When your plan is plan-managed, you can access both registered and unregistered providers. An unregistered provider may be a specialist allied health team, a smaller local support service, or a provider who has chosen not to go through the registration process but holds full qualifications and insurance.
For participants in Melbourne's western suburbs particularly, this is significant many of the most responsive, specialist, and locally-grounded providers in areas like Sunshine, Footscray, Werribee, and Hoppers Crossing operate as unregistered services. Plan management is what makes them accessible to you.
How to Get Plan Management — or Switch to It
At your planning meeting or plan review: Simply request plan management during the meeting. Tell your planner or LAC that you would like your plan to include plan management funding. Bring it up early in the conversation , not at the end. The planner will include a plan management budget line and you choose your plan manager after the plan is approved.
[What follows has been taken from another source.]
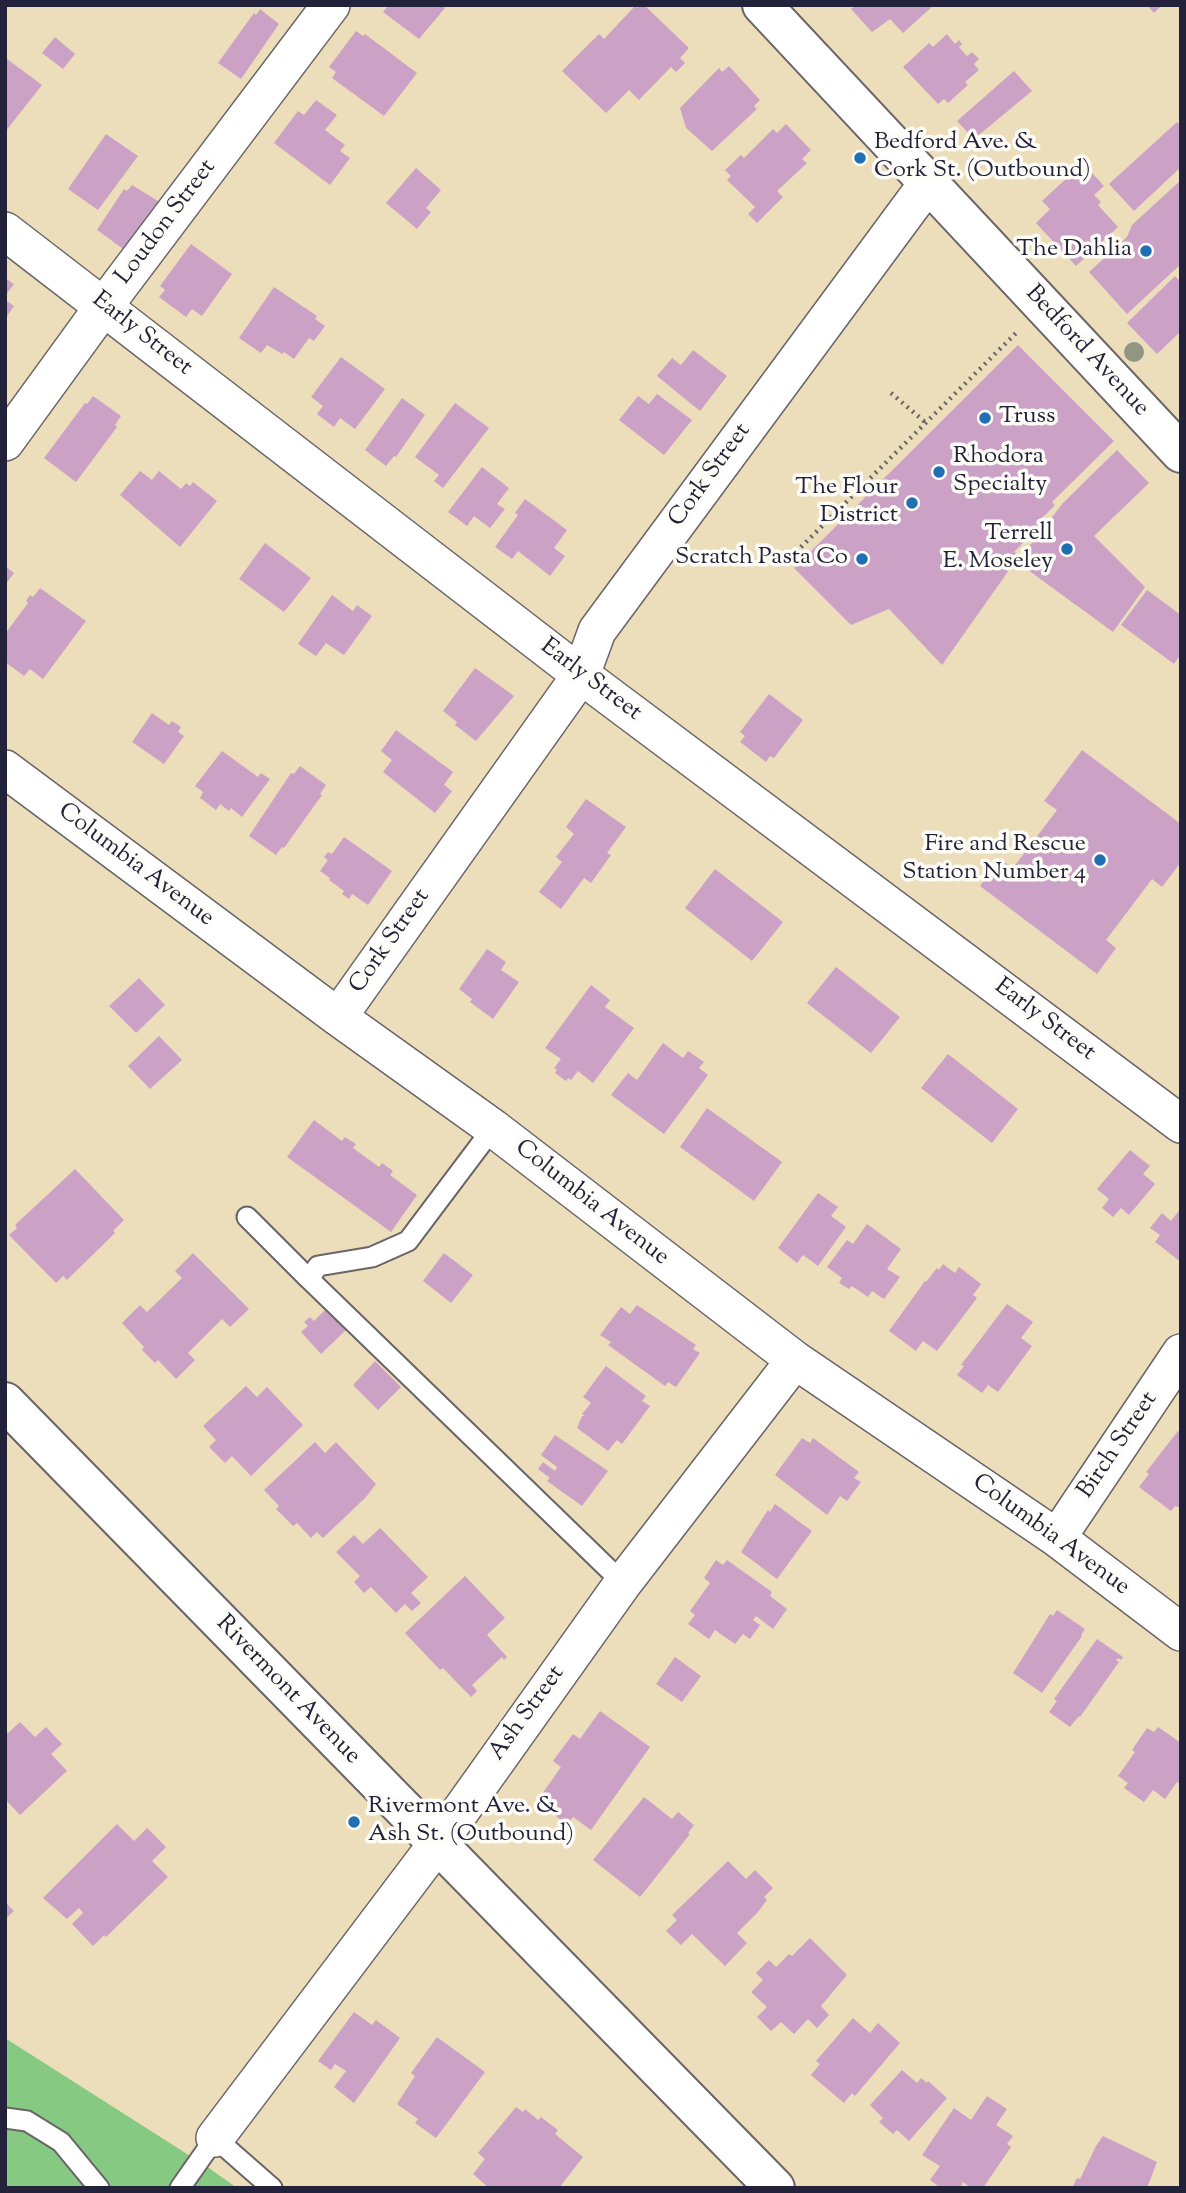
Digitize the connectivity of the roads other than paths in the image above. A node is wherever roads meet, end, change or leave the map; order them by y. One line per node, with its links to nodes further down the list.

Mid-plan (without waiting for a review):
You do not always have to wait for your next plan review. If your circumstances have changed, or if you were not offered plan management at your last meeting, you can request a plan reassessment or a mid-plan change. Speak with your LAC or support coordinator about the most appropriate pathway.
Choosing your plan manager:
Once your plan includes plan management funding, you select your own plan manager. Things to look for:
A real-time portal or app where you can check your budget yourself
Clear response times for invoice processing (five business days is the NDIS standard)
A dedicated contact person , not a generic inbox
Experience with your support types (particularly if you have complex or multi-category funding)
Warning Signs Your Plan Manager Is Not Doing Their Job
This section does not exist in any competitor article , but it should.
Consider reviewing your plan manager if:
Your providers regularly chase you for payment because invoices are not being processed on time
You cannot get a clear picture of your remaining budget when you need it
Monthly statements arrive late, are inconsistent, or are difficult to understand
Invoicing errors are frequent and not caught before payment
You are approaching the end of your plan year with either significant underspend or unexpected overspend that was not flagged earlier
You have the right to change plan managers. The process involves notifying your current plan manager (notice periods apply — check your service agreement) and engaging a new one. Your funding does not change.
Who Benefits Most from Plan Management?
Plan management can be a good option for many participants, particularly those who want more flexibility without taking on the paperwork involved in self-managing their plan.
It may be especially suitable if you:
I want access to both registered and unregistered NDIS providers.
Don't want to manage invoices or payment claims yourself.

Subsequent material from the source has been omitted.